TASK TO COMPLETE:
Your answer should reproduce the full set of records exactly as given.

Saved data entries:
• • • • •

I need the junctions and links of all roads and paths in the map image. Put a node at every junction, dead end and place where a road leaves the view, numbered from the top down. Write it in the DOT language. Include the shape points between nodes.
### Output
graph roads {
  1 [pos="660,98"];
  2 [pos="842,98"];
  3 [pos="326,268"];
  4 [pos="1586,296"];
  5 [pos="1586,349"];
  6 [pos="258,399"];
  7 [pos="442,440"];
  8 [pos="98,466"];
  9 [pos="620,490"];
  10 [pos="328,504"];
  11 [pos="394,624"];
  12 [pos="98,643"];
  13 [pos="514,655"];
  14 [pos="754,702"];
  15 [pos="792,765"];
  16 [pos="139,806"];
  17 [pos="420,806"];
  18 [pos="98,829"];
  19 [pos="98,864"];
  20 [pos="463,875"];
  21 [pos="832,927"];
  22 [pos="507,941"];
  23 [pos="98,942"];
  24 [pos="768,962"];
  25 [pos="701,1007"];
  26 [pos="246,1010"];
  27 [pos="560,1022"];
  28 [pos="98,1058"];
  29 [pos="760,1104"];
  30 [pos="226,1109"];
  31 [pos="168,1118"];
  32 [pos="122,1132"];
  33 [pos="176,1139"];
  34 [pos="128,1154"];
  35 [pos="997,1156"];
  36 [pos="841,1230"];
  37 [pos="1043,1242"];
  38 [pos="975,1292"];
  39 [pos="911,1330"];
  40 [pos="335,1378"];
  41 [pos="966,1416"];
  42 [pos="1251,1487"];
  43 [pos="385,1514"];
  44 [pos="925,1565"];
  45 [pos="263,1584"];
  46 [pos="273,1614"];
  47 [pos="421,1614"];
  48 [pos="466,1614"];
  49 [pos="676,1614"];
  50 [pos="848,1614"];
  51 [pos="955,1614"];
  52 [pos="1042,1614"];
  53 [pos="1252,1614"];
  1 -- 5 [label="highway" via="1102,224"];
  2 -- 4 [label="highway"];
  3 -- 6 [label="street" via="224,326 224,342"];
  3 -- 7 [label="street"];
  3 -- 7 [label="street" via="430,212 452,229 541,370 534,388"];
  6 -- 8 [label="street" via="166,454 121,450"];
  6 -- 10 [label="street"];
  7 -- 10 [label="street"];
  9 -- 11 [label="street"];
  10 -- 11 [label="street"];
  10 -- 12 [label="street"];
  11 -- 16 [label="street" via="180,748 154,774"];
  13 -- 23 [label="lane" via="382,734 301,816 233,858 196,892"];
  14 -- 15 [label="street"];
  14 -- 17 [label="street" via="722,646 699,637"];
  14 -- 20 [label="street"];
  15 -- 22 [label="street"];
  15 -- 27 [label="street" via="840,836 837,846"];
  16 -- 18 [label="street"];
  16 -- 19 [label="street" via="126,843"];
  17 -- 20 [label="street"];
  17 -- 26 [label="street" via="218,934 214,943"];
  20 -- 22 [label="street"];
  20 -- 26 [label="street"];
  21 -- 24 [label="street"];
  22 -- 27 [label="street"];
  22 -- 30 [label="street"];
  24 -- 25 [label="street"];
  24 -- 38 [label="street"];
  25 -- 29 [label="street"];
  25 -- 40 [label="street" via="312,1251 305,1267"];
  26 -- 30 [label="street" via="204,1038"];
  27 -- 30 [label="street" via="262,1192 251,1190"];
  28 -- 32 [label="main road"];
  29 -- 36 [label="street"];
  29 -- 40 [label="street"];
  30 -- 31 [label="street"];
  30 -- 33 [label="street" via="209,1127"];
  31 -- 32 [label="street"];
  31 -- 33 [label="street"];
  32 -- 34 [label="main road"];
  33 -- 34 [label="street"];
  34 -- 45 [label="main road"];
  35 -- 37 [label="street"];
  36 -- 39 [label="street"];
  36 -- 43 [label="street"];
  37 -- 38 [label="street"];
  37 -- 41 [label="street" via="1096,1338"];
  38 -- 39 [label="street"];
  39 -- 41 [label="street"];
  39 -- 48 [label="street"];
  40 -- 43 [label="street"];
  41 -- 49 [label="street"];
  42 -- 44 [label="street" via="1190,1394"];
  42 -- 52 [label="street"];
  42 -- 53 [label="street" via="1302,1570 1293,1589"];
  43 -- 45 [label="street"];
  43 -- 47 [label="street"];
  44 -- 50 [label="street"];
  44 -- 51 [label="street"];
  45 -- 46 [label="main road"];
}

• • • • •

RESPONSE BOX:
I need the junctions and links of all roads and paths in the map image. Put a node at every junction, dead end and place where a road leaves the view, numbered from the top down. Write it in the DOT language. Include the shape points between nodes.
### Output
graph roads {
  1 [pos="660,98"];
  2 [pos="842,98"];
  3 [pos="326,268"];
  4 [pos="1586,296"];
  5 [pos="1586,349"];
  6 [pos="258,399"];
  7 [pos="442,440"];
  8 [pos="98,466"];
  9 [pos="620,490"];
  10 [pos="328,504"];
  11 [pos="394,624"];
  12 [pos="98,643"];
  13 [pos="514,655"];
  14 [pos="754,702"];
  15 [pos="792,765"];
  16 [pos="139,806"];
  17 [pos="420,806"];
  18 [pos="98,829"];
  19 [pos="98,864"];
  20 [pos="463,875"];
  21 [pos="832,927"];
  22 [pos="507,941"];
  23 [pos="98,942"];
  24 [pos="768,962"];
  25 [pos="701,1007"];
  26 [pos="246,1010"];
  27 [pos="560,1022"];
  28 [pos="98,1058"];
  29 [pos="760,1104"];
  30 [pos="226,1109"];
  31 [pos="168,1118"];
  32 [pos="122,1132"];
  33 [pos="176,1139"];
  34 [pos="128,1154"];
  35 [pos="997,1156"];
  36 [pos="841,1230"];
  37 [pos="1043,1242"];
  38 [pos="975,1292"];
  39 [pos="911,1330"];
  40 [pos="335,1378"];
  41 [pos="966,1416"];
  42 [pos="1251,1487"];
  43 [pos="385,1514"];
  44 [pos="925,1565"];
  45 [pos="263,1584"];
  46 [pos="273,1614"];
  47 [pos="421,1614"];
  48 [pos="466,1614"];
  49 [pos="676,1614"];
  50 [pos="848,1614"];
  51 [pos="955,1614"];
  52 [pos="1042,1614"];
  53 [pos="1252,1614"];
  1 -- 5 [label="highway" via="1102,224"];
  2 -- 4 [label="highway"];
  3 -- 6 [label="street" via="224,326 224,342"];
  3 -- 7 [label="street"];
  3 -- 7 [label="street" via="430,212 452,229 541,370 534,388"];
  6 -- 8 [label="street" via="166,454 121,450"];
  6 -- 10 [label="street"];
  7 -- 10 [label="street"];
  9 -- 11 [label="street"];
  10 -- 11 [label="street"];
  10 -- 12 [label="street"];
  11 -- 16 [label="street" via="180,748 154,774"];
  13 -- 23 [label="lane" via="382,734 301,816 233,858 196,892"];
  14 -- 15 [label="street"];
  14 -- 17 [label="street" via="722,646 699,637"];
  14 -- 20 [label="street"];
  15 -- 22 [label="street"];
  15 -- 27 [label="street" via="840,836 837,846"];
  16 -- 18 [label="street"];
  16 -- 19 [label="street" via="126,843"];
  17 -- 20 [label="street"];
  17 -- 26 [label="street" via="218,934 214,943"];
  20 -- 22 [label="street"];
  20 -- 26 [label="street"];
  21 -- 24 [label="street"];
  22 -- 27 [label="street"];
  22 -- 30 [label="street"];
  24 -- 25 [label="street"];
  24 -- 38 [label="street"];
  25 -- 29 [label="street"];
  25 -- 40 [label="street" via="312,1251 305,1267"];
  26 -- 30 [label="street" via="204,1038"];
  27 -- 30 [label="street" via="262,1192 251,1190"];
  28 -- 32 [label="main road"];
  29 -- 36 [label="street"];
  29 -- 40 [label="street"];
  30 -- 31 [label="street"];
  30 -- 33 [label="street" via="209,1127"];
  31 -- 32 [label="street"];
  31 -- 33 [label="street"];
  32 -- 34 [label="main road"];
  33 -- 34 [label="street"];
  34 -- 45 [label="main road"];
  35 -- 37 [label="street"];
  36 -- 39 [label="street"];
  36 -- 43 [label="street"];
  37 -- 38 [label="street"];
  37 -- 41 [label="street" via="1096,1338"];
  38 -- 39 [label="street"];
  39 -- 41 [label="street"];
  39 -- 48 [label="street"];
  40 -- 43 [label="street"];
  41 -- 49 [label="street"];
  42 -- 44 [label="street" via="1190,1394"];
  42 -- 52 [label="street"];
  42 -- 53 [label="street" via="1302,1570 1293,1589"];
  43 -- 45 [label="street"];
  43 -- 47 [label="street"];
  44 -- 50 [label="street"];
  44 -- 51 [label="street"];
  45 -- 46 [label="main road"];
}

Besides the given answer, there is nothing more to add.